Caos social vai depender da duração da quarentena, diz Luciana

Tem aumentado a procura por ações sociais em Monte Aprazível em razão da quarentena. A informação é da assistente social gestora do Departamento de Assistência Social do município, Luciana Martins Trídico. Aumentou também a procura por informações acerca dos programas do governo e do auxílio em dinheiro para trabalhadores informais

Luciana diz que, embora estejam trabalhando em regime de plantão e através de telefone e redes sociais, percebeu que houve aumento na procura por ações sociais no município. “Ainda não houve um boom mas aumentou a procura”. Ela conta que houve aumento na procura também por informações sobre os programas sociais do governo que demandam a família estar cadastrada no Cad Único e sobre o auxílio de R$ 200,00 anunciado pelo governo para famílias que possuem uma MEI (Micro Empresa Individual) ou que estejam desempregadas com o perfil do Cad Único de renda per capta que não ultrapasse meio salário mínimo e que não estejam sendo contempladas por nenhum outro programa.

Lucina diz ainda que aumentou a procura por informações sobre a inclusão no programa Bolsa Família. “O governo anunciou que incluirá todos os inscritos no Cad Único com perfil no Bolsa Família e as pessoas querem saber quando isso se dará”.

A expectativa que Luciana tem sobre o agravamento da crise depende da duração da quarentena. “Estamos na expectativa de que a quarentena acabe no dia 7, porque se ela acabar no dia 7 será uma situação, se prolongar será outra situação a ser discutida até que tudo se normalize. Acho, no entanto, que o impacto da crise já se deu, teremos que aprender a lidar com uma crise que já se instalou”.

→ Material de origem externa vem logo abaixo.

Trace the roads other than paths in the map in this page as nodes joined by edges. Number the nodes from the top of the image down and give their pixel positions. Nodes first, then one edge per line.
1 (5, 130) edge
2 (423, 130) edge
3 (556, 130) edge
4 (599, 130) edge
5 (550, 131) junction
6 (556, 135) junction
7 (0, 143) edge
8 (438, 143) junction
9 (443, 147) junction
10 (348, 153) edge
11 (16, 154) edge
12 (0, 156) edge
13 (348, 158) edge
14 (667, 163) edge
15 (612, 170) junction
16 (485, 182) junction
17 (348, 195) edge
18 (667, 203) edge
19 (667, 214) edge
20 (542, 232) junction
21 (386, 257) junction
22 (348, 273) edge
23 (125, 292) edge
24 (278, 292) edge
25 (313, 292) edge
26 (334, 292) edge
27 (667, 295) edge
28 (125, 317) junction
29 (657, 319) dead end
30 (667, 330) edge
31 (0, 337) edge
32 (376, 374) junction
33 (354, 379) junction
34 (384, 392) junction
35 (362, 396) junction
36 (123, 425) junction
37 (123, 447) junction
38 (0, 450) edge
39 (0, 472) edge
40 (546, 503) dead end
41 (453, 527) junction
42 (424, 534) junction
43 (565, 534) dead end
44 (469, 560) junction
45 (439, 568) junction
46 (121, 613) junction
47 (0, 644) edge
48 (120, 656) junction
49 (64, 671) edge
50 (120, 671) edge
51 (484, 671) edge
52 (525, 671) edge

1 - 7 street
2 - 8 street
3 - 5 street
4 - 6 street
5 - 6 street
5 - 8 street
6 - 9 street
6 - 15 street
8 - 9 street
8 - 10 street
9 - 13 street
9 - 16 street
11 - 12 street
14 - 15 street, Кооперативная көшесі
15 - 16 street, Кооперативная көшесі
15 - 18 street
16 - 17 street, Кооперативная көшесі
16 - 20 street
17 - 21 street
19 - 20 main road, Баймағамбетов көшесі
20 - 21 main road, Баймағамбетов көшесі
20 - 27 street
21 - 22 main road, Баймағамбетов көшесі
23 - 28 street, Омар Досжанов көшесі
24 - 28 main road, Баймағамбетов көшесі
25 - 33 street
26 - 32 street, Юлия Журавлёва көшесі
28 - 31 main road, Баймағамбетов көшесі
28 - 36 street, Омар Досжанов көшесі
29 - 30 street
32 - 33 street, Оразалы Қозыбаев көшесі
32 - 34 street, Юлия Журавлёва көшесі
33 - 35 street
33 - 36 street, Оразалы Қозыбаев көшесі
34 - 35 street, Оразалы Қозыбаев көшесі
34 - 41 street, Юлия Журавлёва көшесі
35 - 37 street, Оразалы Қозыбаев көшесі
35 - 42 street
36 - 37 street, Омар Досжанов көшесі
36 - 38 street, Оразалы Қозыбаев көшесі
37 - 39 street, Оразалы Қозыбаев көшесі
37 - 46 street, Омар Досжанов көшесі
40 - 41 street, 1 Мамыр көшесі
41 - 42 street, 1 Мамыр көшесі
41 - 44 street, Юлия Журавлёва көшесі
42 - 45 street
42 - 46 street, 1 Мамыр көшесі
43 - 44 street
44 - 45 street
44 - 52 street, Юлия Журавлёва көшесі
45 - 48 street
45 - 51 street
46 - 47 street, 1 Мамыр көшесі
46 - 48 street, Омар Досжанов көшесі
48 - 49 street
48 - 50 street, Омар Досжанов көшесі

A assistente social diz ainda que o único ponto a favor dos municípios que declararam situação de calamidade pública é a oportunidade de agilizar providências sem processo licitatório, o que demandaria tempo e “tempo nós não temos neste momento”, enfatiza.

A preocupação das famílias atualmente, segundo ela, é com o pagamento das contas e como custearão suas necessidades básicas. “E a preocupação procede, porque todos terão prejuízos, mas se isso será em maior ou menor escala vai depender do período da quarentena”.

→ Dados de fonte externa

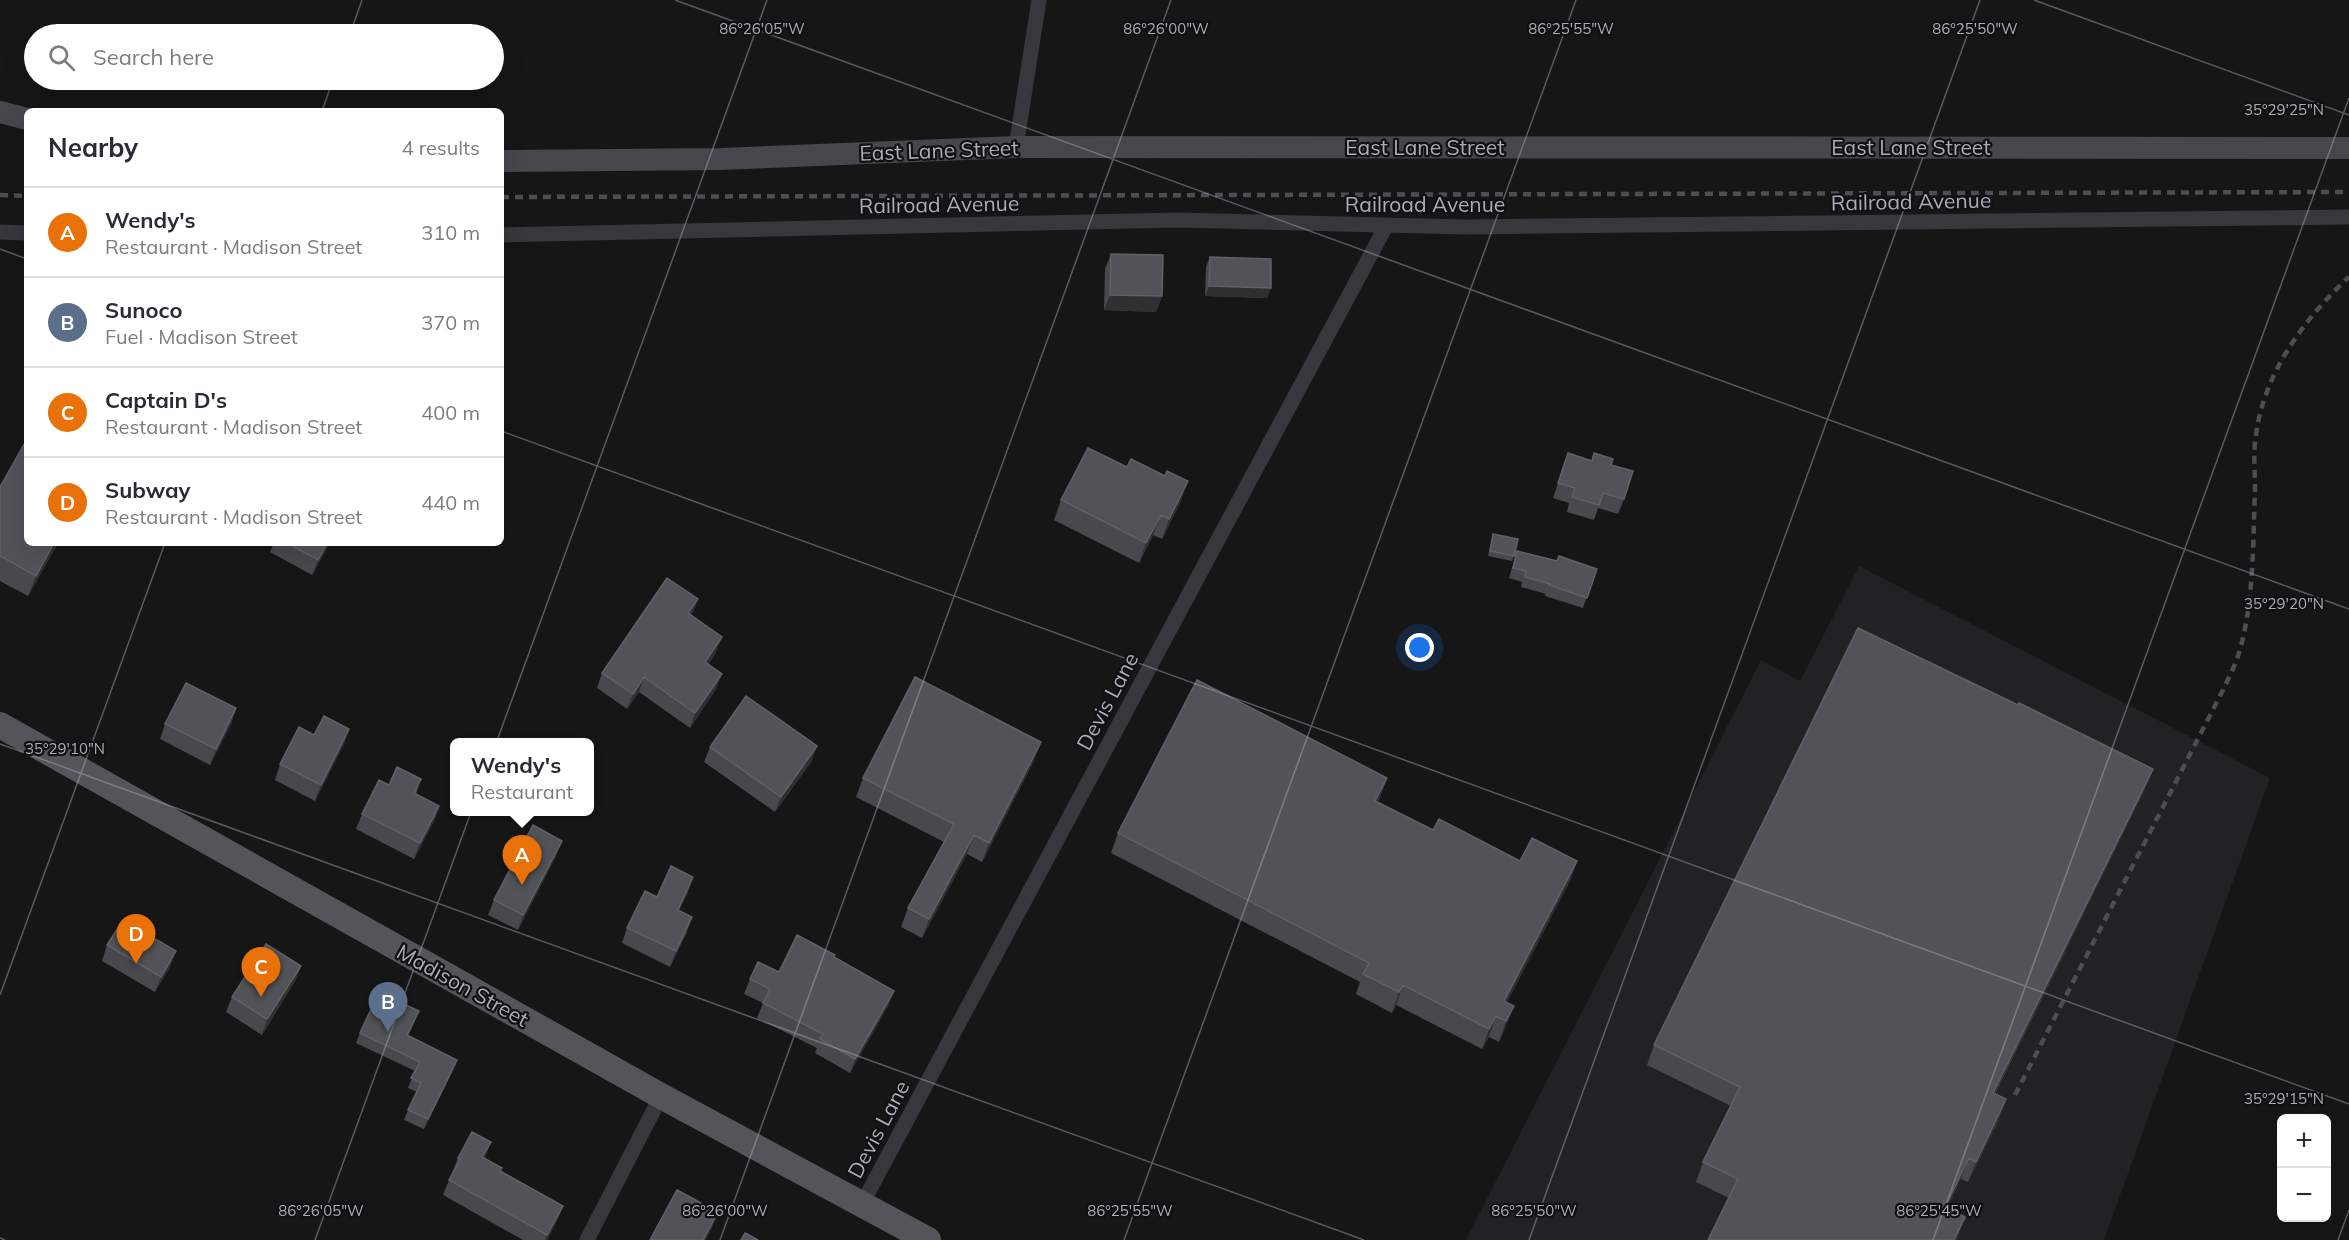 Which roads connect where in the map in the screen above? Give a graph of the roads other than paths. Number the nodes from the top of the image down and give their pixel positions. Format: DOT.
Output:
graph roads {
  1 [pos="1039,0"];
  2 [pos="0,112"];
  3 [pos="24,118"];
  4 [pos="1016,147"];
  5 [pos="2349,148"];
  6 [pos="504,161"];
  7 [pos="2349,217"];
  8 [pos="1374,226"];
  9 [pos="0,232"];
  10 [pos="24,232"];
  11 [pos="504,235"];
  12 [pos="0,725"];
  13 [pos="661,1096"];
  14 [pos="862,1204"];
  15 [pos="587,1240"];
  16 [pos="928,1240"];
  1 -- 4 [label="street"];
  2 -- 3 [label="street"];
  4 -- 5 [label="street, East Lane Street"];
  4 -- 6 [label="street, East Lane Street"];
  7 -- 8 [label="street, Railroad Avenue"];
  8 -- 11 [label="street, Railroad Avenue"];
  8 -- 14 [label="street, Devis Lane"];
  9 -- 10 [label="street"];
  12 -- 13 [label="main road, Madison Street"];
  13 -- 14 [label="main road, Madison Street"];
  13 -- 15 [label="street"];
  14 -- 16 [label="main road, Madison Street"];
} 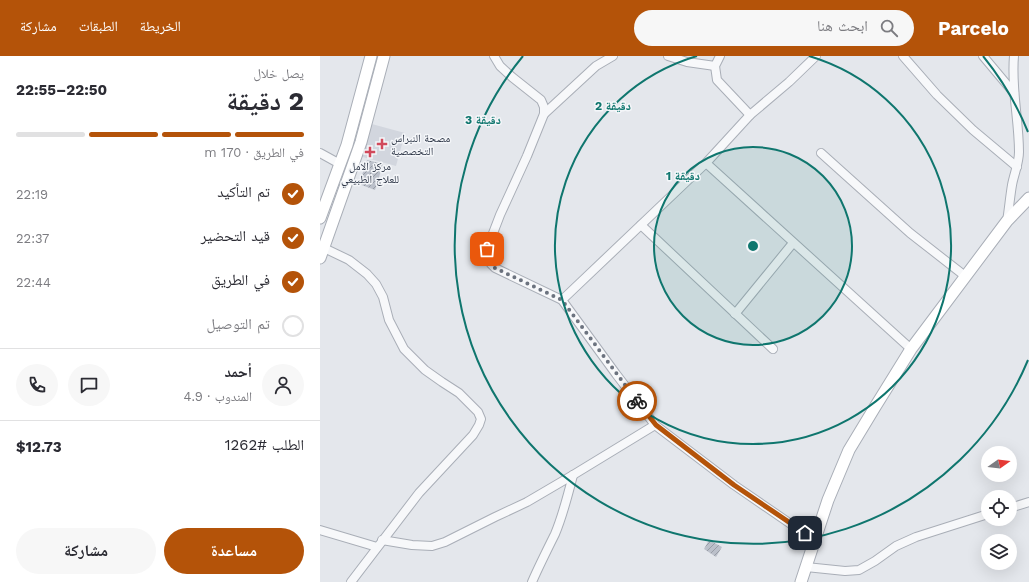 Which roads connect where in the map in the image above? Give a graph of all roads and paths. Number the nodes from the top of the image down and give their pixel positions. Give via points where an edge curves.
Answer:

Segundo ela, a ação social vai atuar nos casos de idosos sozinhos ou casais de idosos. “O leite do idoso deve ser pego por algum familiar, responsável ou vizinho e estamos estudando a possibilidade de entregar o leite longa vida para o consumo do idoso durante todo o mês. Os serviços com idosos que temos através do CCI/Serviço de Convivência e Fortalecimento de vínculo estão suspensos por sessenta dias, mas para que o idoso não fique ocioso e deprimido, estamos levando até eles alguns artesanatos para que se ocupem em casa durante a quarentena. Além disso, temos trocado vídeos e mensagens nas redes sociais, promovendo uma integração virtual”.

Ela diz que a Assistência disponibilizou alguns telefones para atendimento da população. Os números são o 3275-1847, 3275-2400 e o 3275-3137 e o celular 99676-6911 especificamente para informações sobre o Bolsa Família, Cad Único e informações gerais sobre os programas. O horário de atendimento é das 8 às 13 horas.

Luciana conta que a Assistência vinha distribuindo 400 cestas por mês, fora as compradas com dinheiro de campanhas realizadas pelo Fundo Social. “Agora estamos esperando esse contingente para ver se teremos que comprar mais. Provavelmente no início da próxima semana teremos esse balanço, mas acreditamos que esse número vá aumentar”, conclui.